*Your assignment*.
When a line of the entries below contains "ORANGE", it counts once; state how many such lines there are and nothing else.

*Task inputs*.
=== Begin Enclosure ===

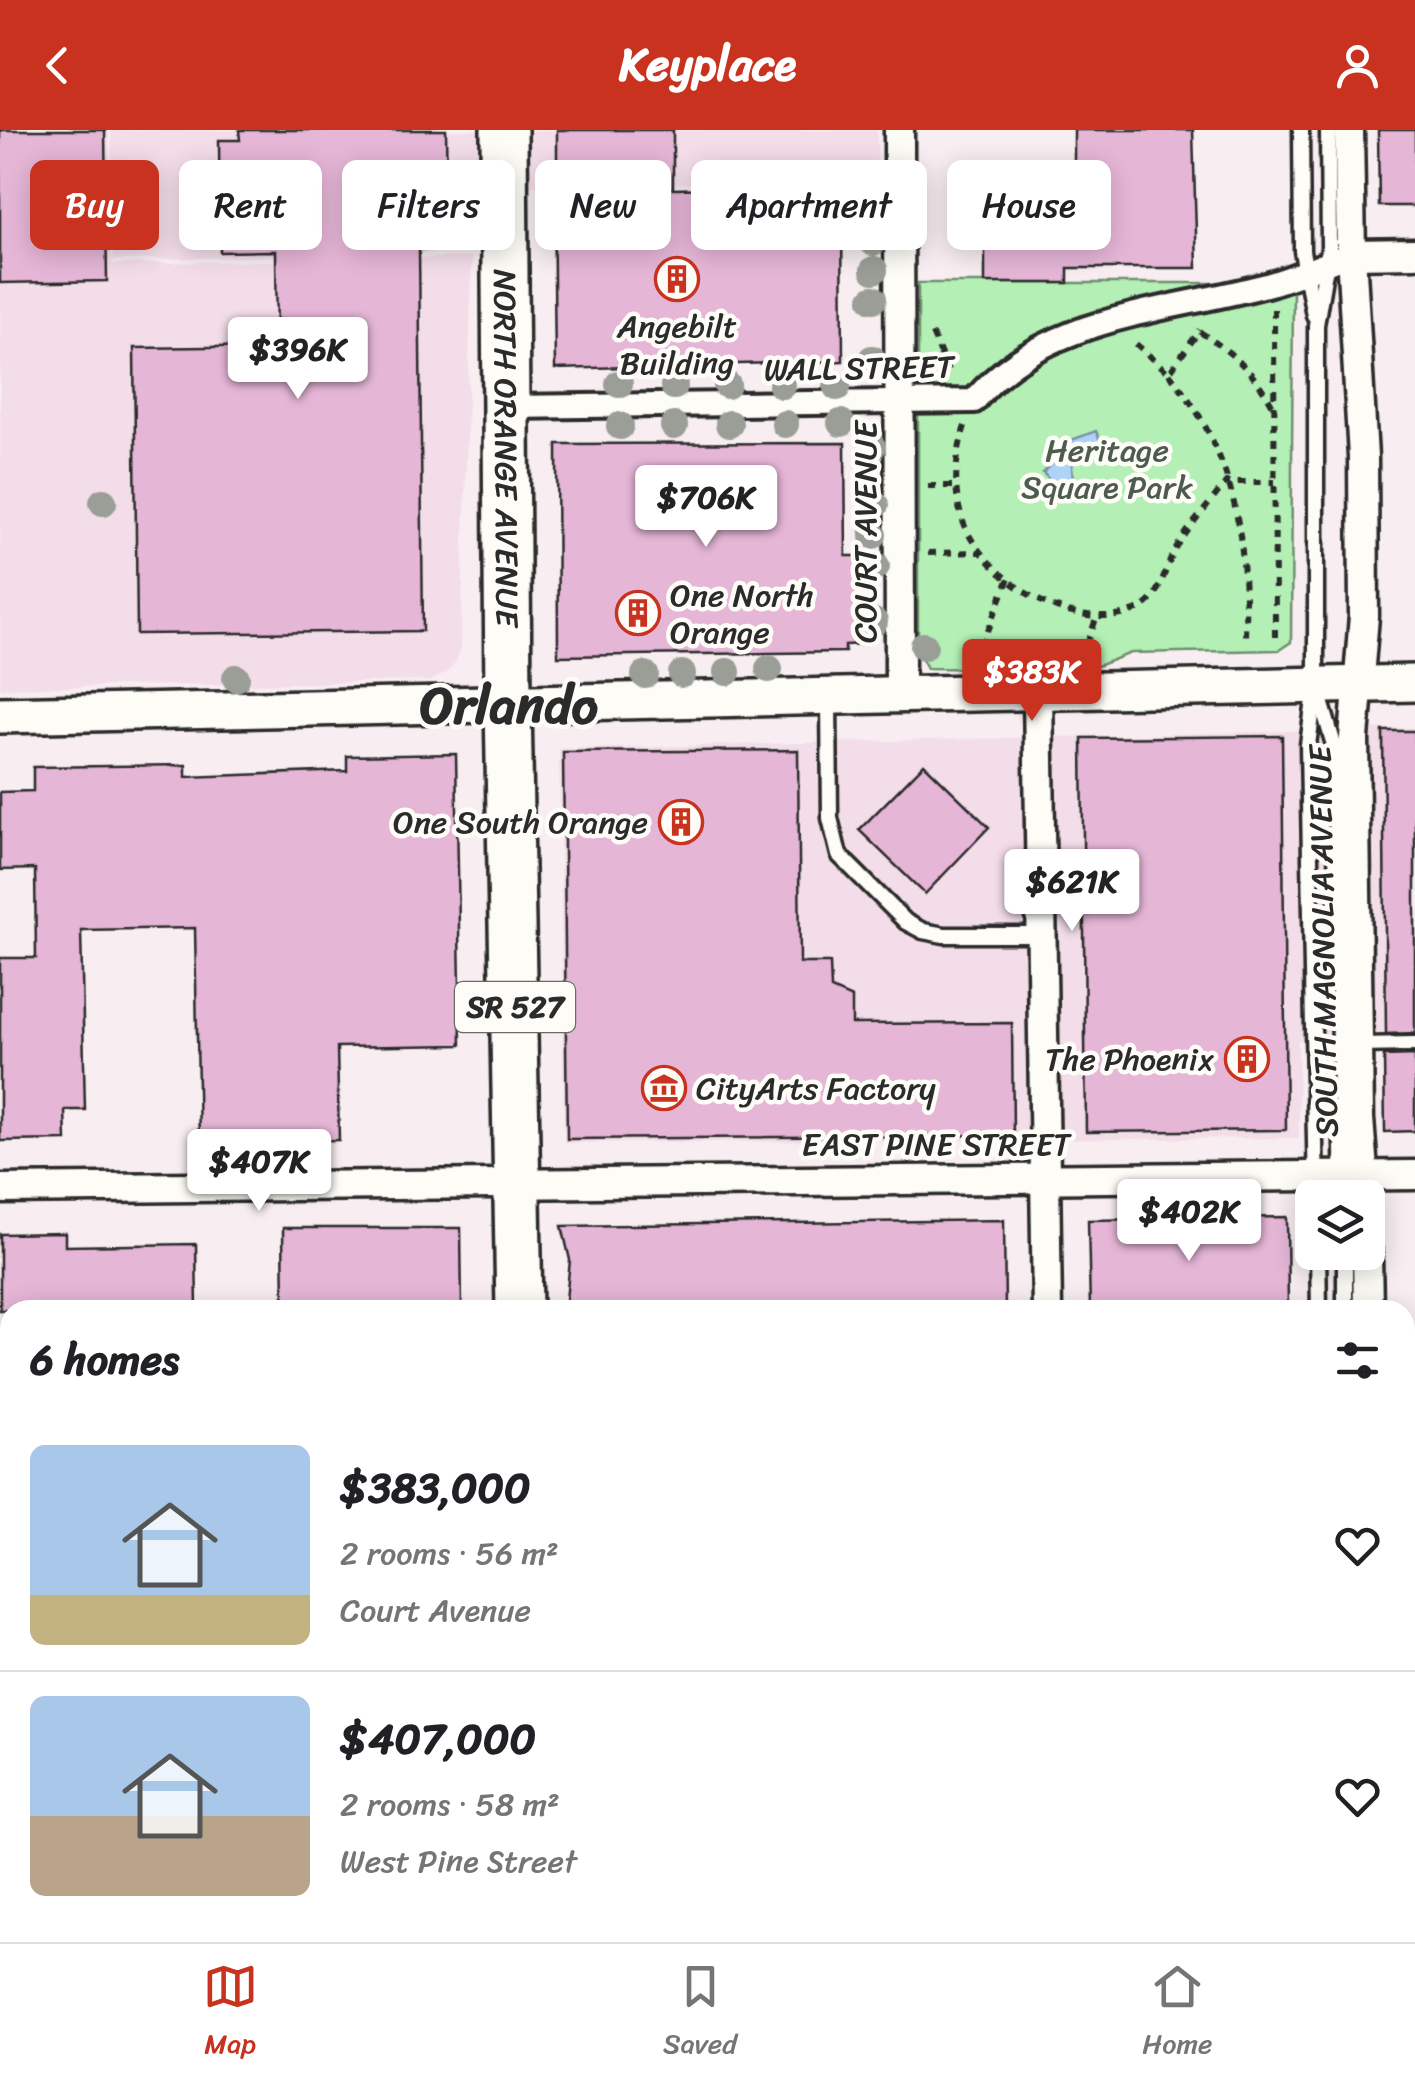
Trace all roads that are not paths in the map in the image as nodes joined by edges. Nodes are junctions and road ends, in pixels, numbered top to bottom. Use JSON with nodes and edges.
{"nodes":[{"id":1,"x":504,"y":130,"type":"edge"},
{"id":2,"x":898,"y":130,"type":"edge"},
{"id":3,"x":1301,"y":130,"type":"edge"},
{"id":4,"x":1328,"y":130,"type":"edge"},
{"id":5,"x":1349,"y":130,"type":"edge"},
{"id":6,"x":1415,"y":253,"type":"edge"},
{"id":7,"x":1328,"y":263,"type":"junction"},
{"id":8,"x":1316,"y":325,"type":"junction"},
{"id":9,"x":900,"y":402,"type":"junction"},
{"id":10,"x":508,"y":407,"type":"junction"},
{"id":11,"x":1415,"y":683,"type":"edge"},
{"id":12,"x":1359,"y":684,"type":"junction"},
{"id":13,"x":1316,"y":685,"type":"junction"},
{"id":14,"x":1038,"y":692,"type":"junction"},
{"id":15,"x":900,"y":694,"type":"junction"},
{"id":16,"x":829,"y":696,"type":"junction"},
{"id":17,"x":508,"y":703,"type":"junction"},
{"id":18,"x":0,"y":715,"type":"edge"},
{"id":19,"x":1043,"y":936,"type":"junction"},
{"id":20,"x":1415,"y":1044,"type":"edge"},
{"id":21,"x":1358,"y":1045,"type":"junction"},
{"id":22,"x":1415,"y":1175,"type":"edge"},
{"id":23,"x":1047,"y":1178,"type":"junction"},
{"id":24,"x":1340,"y":1180,"type":"edge"},
{"id":25,"x":1341,"y":1180,"type":"edge"},
{"id":26,"x":1342,"y":1180,"type":"edge"},
{"id":27,"x":1384,"y":1180,"type":"edge"},
{"id":28,"x":518,"y":1182,"type":"junction"},
{"id":29,"x":1295,"y":1186,"type":"edge"},
{"id":30,"x":0,"y":1189,"type":"edge"},
{"id":31,"x":1318,"y":1270,"type":"edge"},
{"id":32,"x":1345,"y":1270,"type":"edge"},
{"id":33,"x":1367,"y":1270,"type":"edge"},
{"id":34,"x":519,"y":1300,"type":"edge"},
{"id":35,"x":1048,"y":1300,"type":"edge"},
{"id":36,"x":1319,"y":1300,"type":"edge"},
{"id":37,"x":1345,"y":1300,"type":"edge"},
{"id":38,"x":1368,"y":1300,"type":"edge"}],
"edges":[{"from":1,"to":10,"type":"main road","name":"NORTH ORANGE AVENUE","number":"SR 527"},
{"from":2,"to":9,"type":"street","name":"COURT AVENUE"},
{"from":3,"to":7,"type":"lane"},
{"from":4,"to":7,"type":"lane"},
{"from":5,"to":7,"type":"street","name":"SOUTH MAGNOLIA AVENUE"},
{"from":6,"to":7,"type":"street","name":"WALL STREET"},
{"from":7,"to":8,"type":"lane"},
{"from":7,"to":8,"type":"lane"},
{"from":7,"to":9,"type":"street","name":"WALL STREET"},
{"from":7,"to":12,"type":"street","name":"SOUTH MAGNOLIA AVENUE"},
{"from":8,"to":13,"type":"lane"},
{"from":9,"to":10,"type":"street","name":"WALL STREET"},
{"from":9,"to":15,"type":"street","name":"COURT AVENUE"},
{"from":10,"to":17,"type":"main road","name":"NORTH ORANGE AVENUE","number":"SR 527"},
{"from":11,"to":12,"type":"street"},
{"from":12,"to":13,"type":"street"},
{"from":12,"to":21,"type":"street","name":"SOUTH MAGNOLIA AVENUE"},
{"from":13,"to":14,"type":"street"},
{"from":13,"to":24,"type":"lane"},
{"from":13,"to":25,"type":"lane"},
{"from":14,"to":15,"type":"street"},
{"from":14,"to":19,"type":"street"},
{"from":15,"to":16,"type":"street"},
{"from":16,"to":17,"type":"street"},
{"from":16,"to":19,"type":"lane"},
{"from":17,"to":18,"type":"street"},
{"from":17,"to":28,"type":"main road","number":"SR 527"},
{"from":19,"to":23,"type":"street"},
{"from":20,"to":21,"type":"lane"},
{"from":21,"to":26,"type":"street","name":"SOUTH MAGNOLIA AVENUE"},
{"from":22,"to":27,"type":"street","name":"EAST PINE STREET"},
{"from":23,"to":28,"type":"street","name":"EAST PINE STREET"},
{"from":23,"to":29,"type":"street","name":"EAST PINE STREET"},
{"from":23,"to":35,"type":"street"},
{"from":28,"to":30,"type":"street","name":"EAST PINE STREET"},
{"from":28,"to":34,"type":"main road","number":"SR 527"},
{"from":31,"to":36,"type":"lane"},
{"from":32,"to":37,"type":"lane"},
{"from":33,"to":38,"type":"street"}]}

=== End Enclosure ===

*Result*.
2